Exercise requirements:
Report every line of the material that contains the string "nodes".

Dataset records:
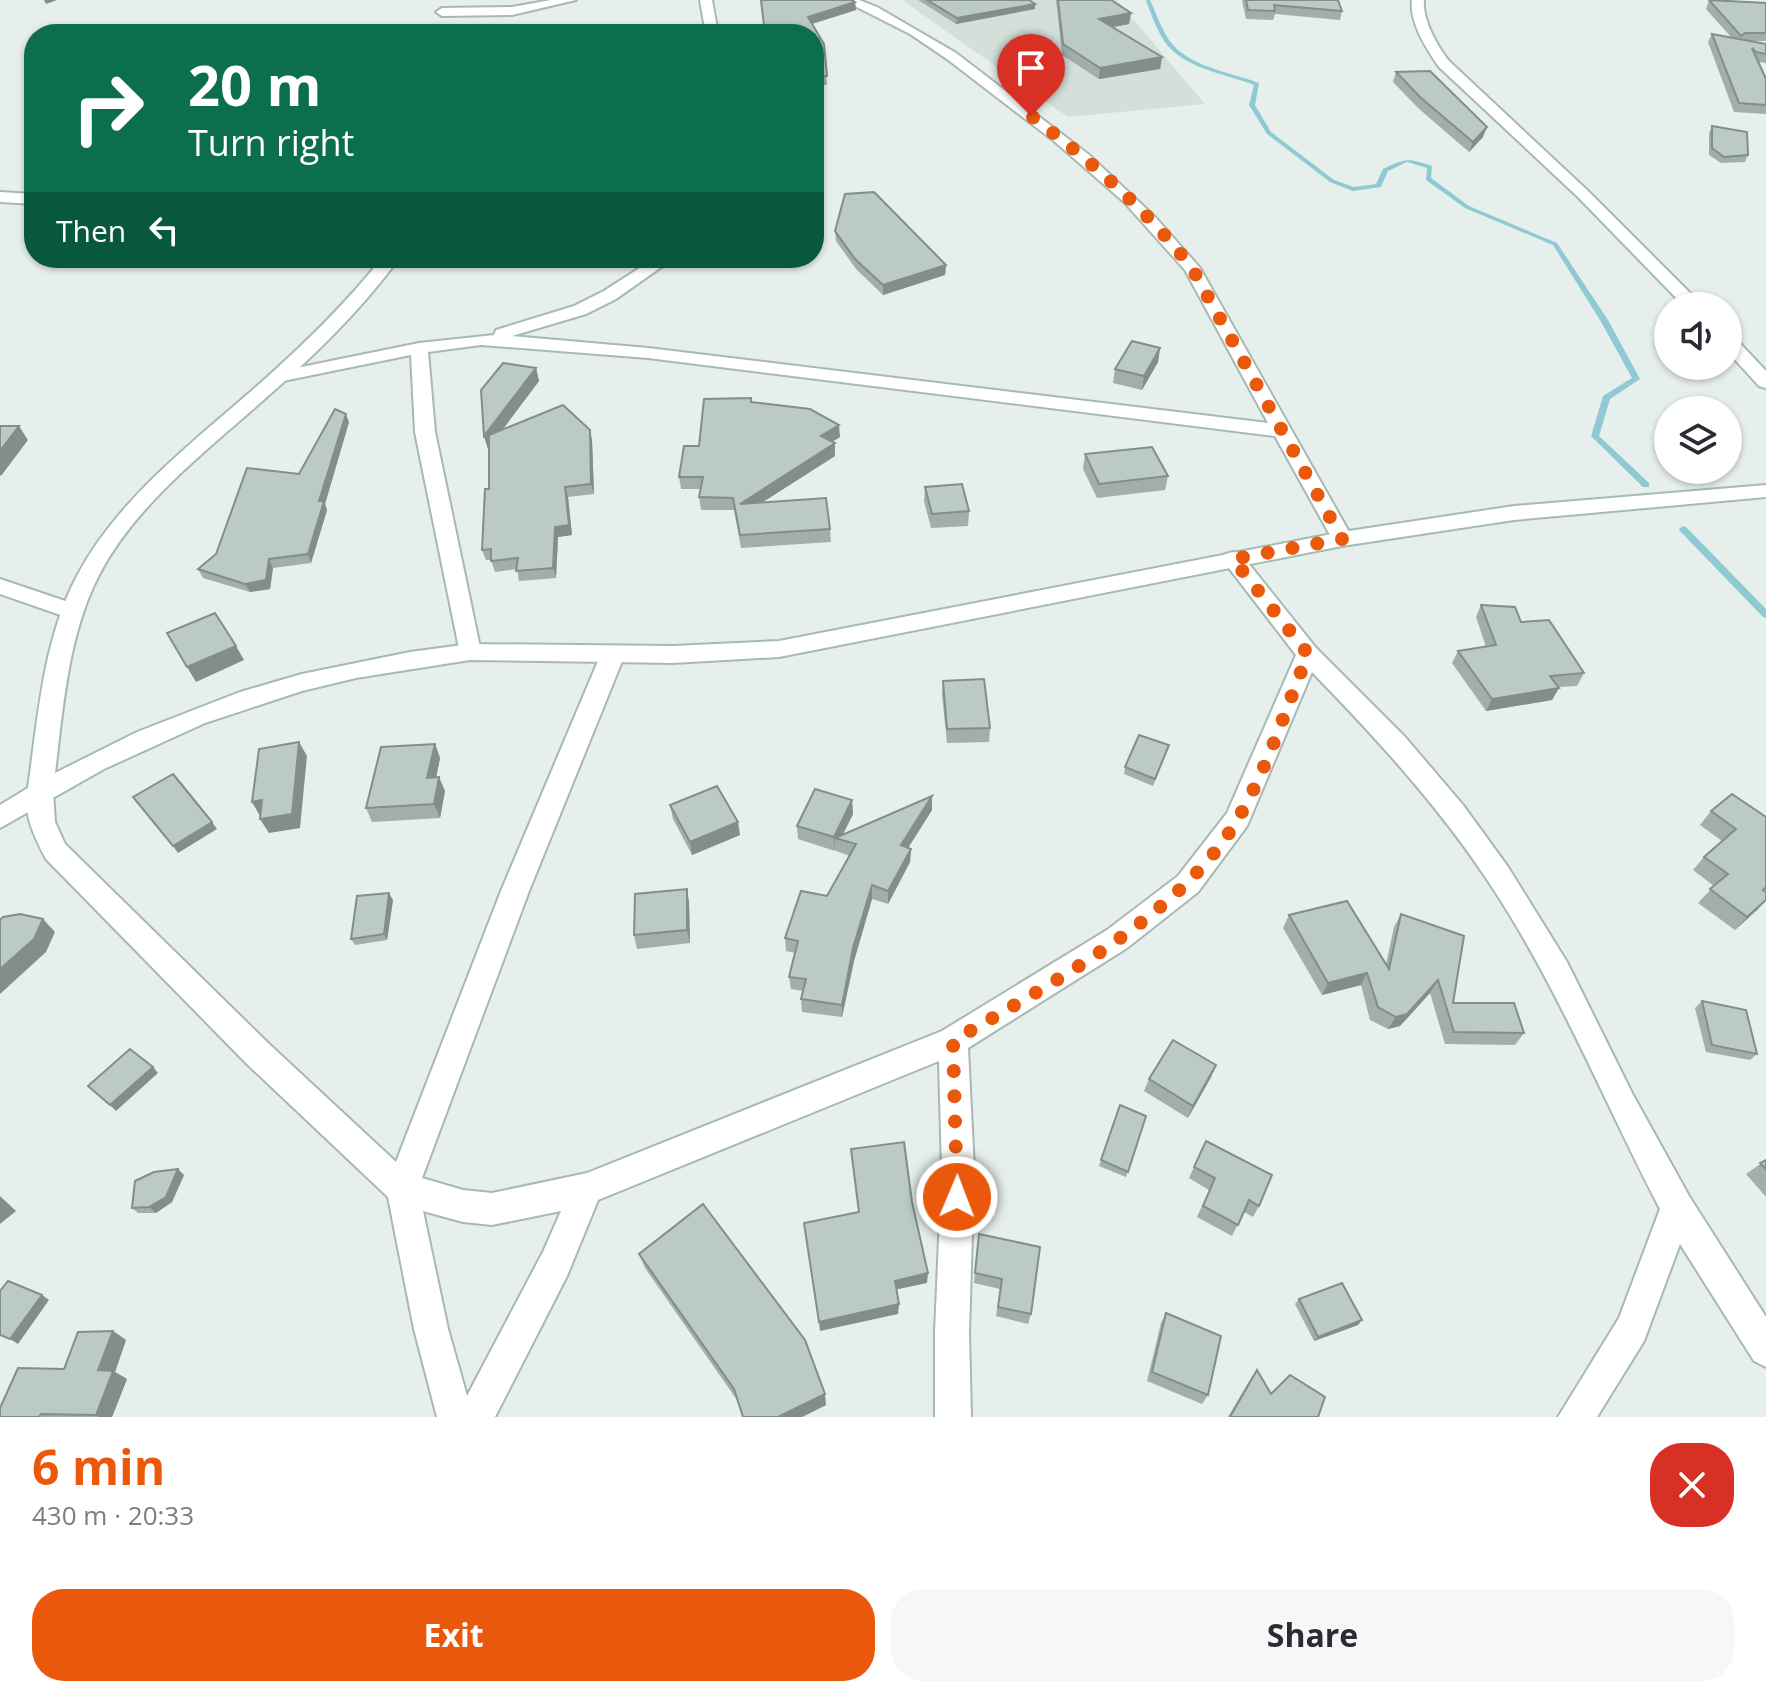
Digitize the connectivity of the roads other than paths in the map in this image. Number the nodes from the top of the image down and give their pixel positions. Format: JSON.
{"nodes":[{"id":1,"x":570,"y":0,"type":"edge"},
{"id":2,"x":702,"y":0,"type":"edge"},
{"id":3,"x":849,"y":0,"type":"edge"},
{"id":4,"x":1418,"y":0,"type":"edge"},
{"id":5,"x":442,"y":12,"type":"dead end"},
{"id":6,"x":709,"y":24,"type":"edge"},
{"id":7,"x":0,"y":197,"type":"edge"},
{"id":8,"x":24,"y":198,"type":"edge"},
{"id":9,"x":382,"y":268,"type":"edge"},
{"id":10,"x":651,"y":268,"type":"edge"},
{"id":11,"x":1680,"y":292,"type":"edge"},
{"id":12,"x":481,"y":340,"type":"junction"},
{"id":13,"x":419,"y":348,"type":"junction"},
{"id":14,"x":1742,"y":356,"type":"edge"},
{"id":15,"x":278,"y":377,"type":"junction"},
{"id":16,"x":1766,"y":382,"type":"edge"},
{"id":17,"x":1283,"y":431,"type":"junction"},
{"id":18,"x":1766,"y":491,"type":"edge"},
{"id":19,"x":1342,"y":539,"type":"junction"},
{"id":20,"x":1233,"y":559,"type":"junction"},
{"id":21,"x":0,"y":586,"type":"edge"},
{"id":22,"x":72,"y":611,"type":"junction"},
{"id":23,"x":469,"y":652,"type":"junction"},
{"id":24,"x":613,"y":654,"type":"junction"},
{"id":25,"x":1308,"y":654,"type":"junction"},
{"id":26,"x":40,"y":792,"type":"junction"},
{"id":27,"x":0,"y":818,"type":"edge"},
{"id":28,"x":953,"y":1041,"type":"junction"},
{"id":29,"x":402,"y":1189,"type":"junction"},
{"id":30,"x":587,"y":1189,"type":"junction"},
{"id":31,"x":1677,"y":1208,"type":"junction"},
{"id":32,"x":1766,"y":1349,"type":"edge"},
{"id":33,"x":455,"y":1417,"type":"edge"},
{"id":34,"x":476,"y":1417,"type":"edge"},
{"id":35,"x":953,"y":1417,"type":"edge"},
{"id":36,"x":1576,"y":1417,"type":"edge"}],
"edges":[{"from":1,"to":5,"type":"street"},
{"from":2,"to":6,"type":"street"},
{"from":3,"to":17,"type":"street"},
{"from":4,"to":11,"type":"street"},
{"from":7,"to":8,"type":"street"},
{"from":9,"to":15,"type":"street"},
{"from":10,"to":12,"type":"street"},
{"from":12,"to":13,"type":"street"},
{"from":12,"to":17,"type":"street"},
{"from":13,"to":15,"type":"street"},
{"from":13,"to":23,"type":"street"},
{"from":14,"to":16,"type":"street"},
{"from":15,"to":22,"type":"street"},
{"from":17,"to":19,"type":"street"},
{"from":18,"to":19,"type":"street"},
{"from":19,"to":20,"type":"street"},
{"from":20,"to":24,"type":"street"},
{"from":20,"to":25,"type":"street"},
{"from":21,"to":22,"type":"street"},
{"from":22,"to":26,"type":"street"},
{"from":23,"to":24,"type":"street"},
{"from":23,"to":26,"type":"street"},
{"from":24,"to":29,"type":"street"},
{"from":25,"to":28,"type":"street"},
{"from":25,"to":31,"type":"street"},
{"from":26,"to":27,"type":"street"},
{"from":26,"to":29,"type":"street"},
{"from":28,"to":30,"type":"street"},
{"from":28,"to":35,"type":"street"},
{"from":29,"to":30,"type":"street"},
{"from":29,"to":33,"type":"street"},
{"from":30,"to":34,"type":"street"},
{"from":31,"to":32,"type":"street"},
{"from":31,"to":36,"type":"street"}]}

Task result:
Digitize the connectivity of the roads other than paths in the map in this image. Number the nodes from the top of the image down and give their pixel positions. Format: JSON.
{"nodes":[{"id":1,"x":570,"y":0,"type":"edge"},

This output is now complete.